ただ、私にとって何かしら特別な日があると、必ずコーヒーと共に注文する品がある。
それはマスターの作る"カツサンド"。
皿に置かれる三つのサンドイッチ。
その見た目は茶色と白色の合わさった極上のハーモニー。
パンに挟んだカツからは食欲を唆る透明な肉汁がキラキラと輝きながら滴っている。
パンのしっとりした食感もさることながら、中身のカツの衣はサクッとした独特の食感を醸し出すのに、内側の肉は柔らかくとろける様に食する者の口の中へと溶け込んでくる。
そんなカツサンドを一度でも食べてしまえば、誰もがその味に病み付きになるだろう。
私にとっても、この喫茶店のカツサンドは特別な品なのだ。
新入社員として初めての給料日、今は亡き妻に告白が成功した日、そんな愛しの彼女と結納を果たした日、子供達が産まれた翌日の出勤日......、私の人生において沢山の特別な日に注文したカツサンドが今は懐かしい......。
そして今日もまた私にとっては特別な日でもある。
そう思った私は笑って最後の注文をすることにした。
「じゃあ、マスター、カツサンドを1つ」
「かしこまりました」
片やカツサンドの注文を頼む常連の客。
片やカツサンドの注文を受ける喫茶店の主。
それは客と店主の他愛ない注文の風景。
だが、そんなやり取りをする私達の表情は、不思議と笑顔であった。
もうどれくらいの時間を喫茶店で過ごしたのだろう。
窓の外はすっかりと暗くなっている。
灰皿に置いていたタバコの火も消え去り、カツサンドも食べ終えた私は、カップに残るコーヒーを飲み干して席を立つ。
「マスター、お会計を。それとカツサンドとコーヒーもとても美味しかったよ、マスター。今日は本当に良い時間をありがとう」
「いえ、こちらこそ最後の日にありがとうございました。それでは、コーヒー、一杯で300円です」
「いや、コーヒーは二杯も飲んだのだが、それにカツサンドの代金は……」
「良いのですよ、長年のお礼です」
それを聞いた私は、ただ頭を下げるしかなかった。それ以降はもう言葉は発しない、お互いに充分話した気がするからだ。お互いに人生の終わりの1つを迎えるが、それでもまた新たな道へと進んでいく。友人とは言えない私達の関係はこれで終わるだろう。一抹の寂しさを感じるが、お互いに40年分の話をしたように心は晴れやかだ。
――さあ、家に帰ろう
会計を済ませて扉の方へと歩いていく。ここを出ると、私のもう1つの40年も終りを迎えるだろう。だが、いつまでも留まる訳にはいかない。そう思いながら私はゆっくりと扉に手を掛ける。
「チリリン」
扉を開くと、来た時と同じ様に鈴が鳴る、この音を聞くのもこれで最後だ。
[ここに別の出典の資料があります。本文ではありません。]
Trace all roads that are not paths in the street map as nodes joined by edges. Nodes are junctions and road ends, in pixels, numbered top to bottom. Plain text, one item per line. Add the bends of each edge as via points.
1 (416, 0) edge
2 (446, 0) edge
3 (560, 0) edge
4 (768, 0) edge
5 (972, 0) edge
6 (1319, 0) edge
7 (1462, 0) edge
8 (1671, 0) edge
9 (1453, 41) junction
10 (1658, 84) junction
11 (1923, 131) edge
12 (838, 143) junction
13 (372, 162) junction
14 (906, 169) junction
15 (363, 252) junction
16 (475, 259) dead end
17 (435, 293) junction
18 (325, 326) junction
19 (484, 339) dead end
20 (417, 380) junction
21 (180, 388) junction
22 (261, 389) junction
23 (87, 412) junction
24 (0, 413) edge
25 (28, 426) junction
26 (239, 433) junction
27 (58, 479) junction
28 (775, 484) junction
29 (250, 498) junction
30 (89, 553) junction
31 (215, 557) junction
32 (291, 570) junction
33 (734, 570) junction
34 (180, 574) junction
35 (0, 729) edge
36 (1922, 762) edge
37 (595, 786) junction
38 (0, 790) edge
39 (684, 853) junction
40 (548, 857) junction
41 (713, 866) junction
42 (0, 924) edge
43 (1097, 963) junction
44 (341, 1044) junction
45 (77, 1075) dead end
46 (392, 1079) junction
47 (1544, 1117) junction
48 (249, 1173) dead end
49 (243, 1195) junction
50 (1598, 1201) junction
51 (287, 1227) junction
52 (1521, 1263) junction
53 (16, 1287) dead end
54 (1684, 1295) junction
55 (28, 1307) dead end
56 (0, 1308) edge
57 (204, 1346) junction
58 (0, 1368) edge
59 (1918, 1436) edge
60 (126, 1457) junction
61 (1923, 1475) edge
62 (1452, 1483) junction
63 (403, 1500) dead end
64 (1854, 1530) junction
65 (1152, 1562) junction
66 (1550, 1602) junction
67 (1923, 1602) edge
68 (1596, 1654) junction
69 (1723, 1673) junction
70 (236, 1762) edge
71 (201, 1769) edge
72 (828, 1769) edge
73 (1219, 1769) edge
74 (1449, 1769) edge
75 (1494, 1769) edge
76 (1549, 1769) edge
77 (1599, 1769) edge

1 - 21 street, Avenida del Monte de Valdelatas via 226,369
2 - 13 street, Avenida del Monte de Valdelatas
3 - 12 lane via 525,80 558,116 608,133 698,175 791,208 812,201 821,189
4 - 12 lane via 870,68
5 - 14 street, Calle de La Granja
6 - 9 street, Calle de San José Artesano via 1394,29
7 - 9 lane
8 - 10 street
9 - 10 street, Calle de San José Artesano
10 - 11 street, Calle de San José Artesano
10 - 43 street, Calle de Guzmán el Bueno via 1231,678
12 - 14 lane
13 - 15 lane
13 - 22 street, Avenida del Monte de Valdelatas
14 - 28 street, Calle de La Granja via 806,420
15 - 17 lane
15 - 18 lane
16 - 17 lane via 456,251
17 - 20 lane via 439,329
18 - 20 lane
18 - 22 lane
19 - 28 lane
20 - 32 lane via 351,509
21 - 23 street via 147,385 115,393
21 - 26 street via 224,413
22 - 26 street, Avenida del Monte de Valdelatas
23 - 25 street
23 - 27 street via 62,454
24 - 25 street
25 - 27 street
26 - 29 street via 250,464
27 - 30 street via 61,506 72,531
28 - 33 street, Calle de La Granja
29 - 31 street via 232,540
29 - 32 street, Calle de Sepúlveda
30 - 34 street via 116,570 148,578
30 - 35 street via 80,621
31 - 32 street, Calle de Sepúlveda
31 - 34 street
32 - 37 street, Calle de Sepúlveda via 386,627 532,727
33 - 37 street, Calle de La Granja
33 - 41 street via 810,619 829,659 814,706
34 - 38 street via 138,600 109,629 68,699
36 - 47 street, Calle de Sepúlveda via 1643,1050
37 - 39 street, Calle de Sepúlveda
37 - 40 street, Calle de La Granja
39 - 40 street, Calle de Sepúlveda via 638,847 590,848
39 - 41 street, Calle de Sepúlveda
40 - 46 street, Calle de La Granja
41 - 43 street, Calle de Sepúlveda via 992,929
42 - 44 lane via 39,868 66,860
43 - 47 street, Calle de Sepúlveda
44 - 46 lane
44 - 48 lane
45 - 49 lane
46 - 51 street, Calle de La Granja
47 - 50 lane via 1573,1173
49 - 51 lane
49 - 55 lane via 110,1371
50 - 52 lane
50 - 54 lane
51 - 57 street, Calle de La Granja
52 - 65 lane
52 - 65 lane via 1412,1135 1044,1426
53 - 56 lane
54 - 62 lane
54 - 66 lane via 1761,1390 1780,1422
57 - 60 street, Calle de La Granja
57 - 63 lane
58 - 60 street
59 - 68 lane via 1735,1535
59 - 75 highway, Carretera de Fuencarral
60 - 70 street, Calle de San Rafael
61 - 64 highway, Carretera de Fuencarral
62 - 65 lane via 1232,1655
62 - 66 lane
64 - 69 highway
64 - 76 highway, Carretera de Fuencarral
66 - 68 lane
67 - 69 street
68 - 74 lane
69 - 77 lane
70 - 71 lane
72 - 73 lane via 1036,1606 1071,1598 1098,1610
私は喫茶店への名残惜しさを胸に仕舞い込み、外へと歩いていく。
「永い間、ご愛顧頂きまして誠にありがとうございました」
扉を閉める時、喫茶店のマスターは感謝の言葉と共に深々とお辞儀をしているのが見えた。
―― 私こそ、今までありがとう。
言葉にはせず、心の中でもう一度、マスターと喫茶店に挨拶をする。
喫茶店を出ると同時に、私の肌に冷たい感触を感じた。
「雨か......」
いつからだろうか、ポツポツと雨が降り始めている。
手をかざせば幾つもの冷たい雨が降り注ぐ。
それは傘を持たない私のほんの気まぐれな仕草であった。
店先の横にある白く照らされていた看板からは光が消え、喫茶店の閉店を周囲へと知らしめる。
それ見た私は静かに笑うと、雨を気にすることもせずに歩みを進めていく。
明日からは忙しくなりそうだ。
これからの新しい自分の人生に思いを馳せながら、私は喫茶店を振り返ることなく家路へと帰るのであった。
読んで頂きましてありがとうございました。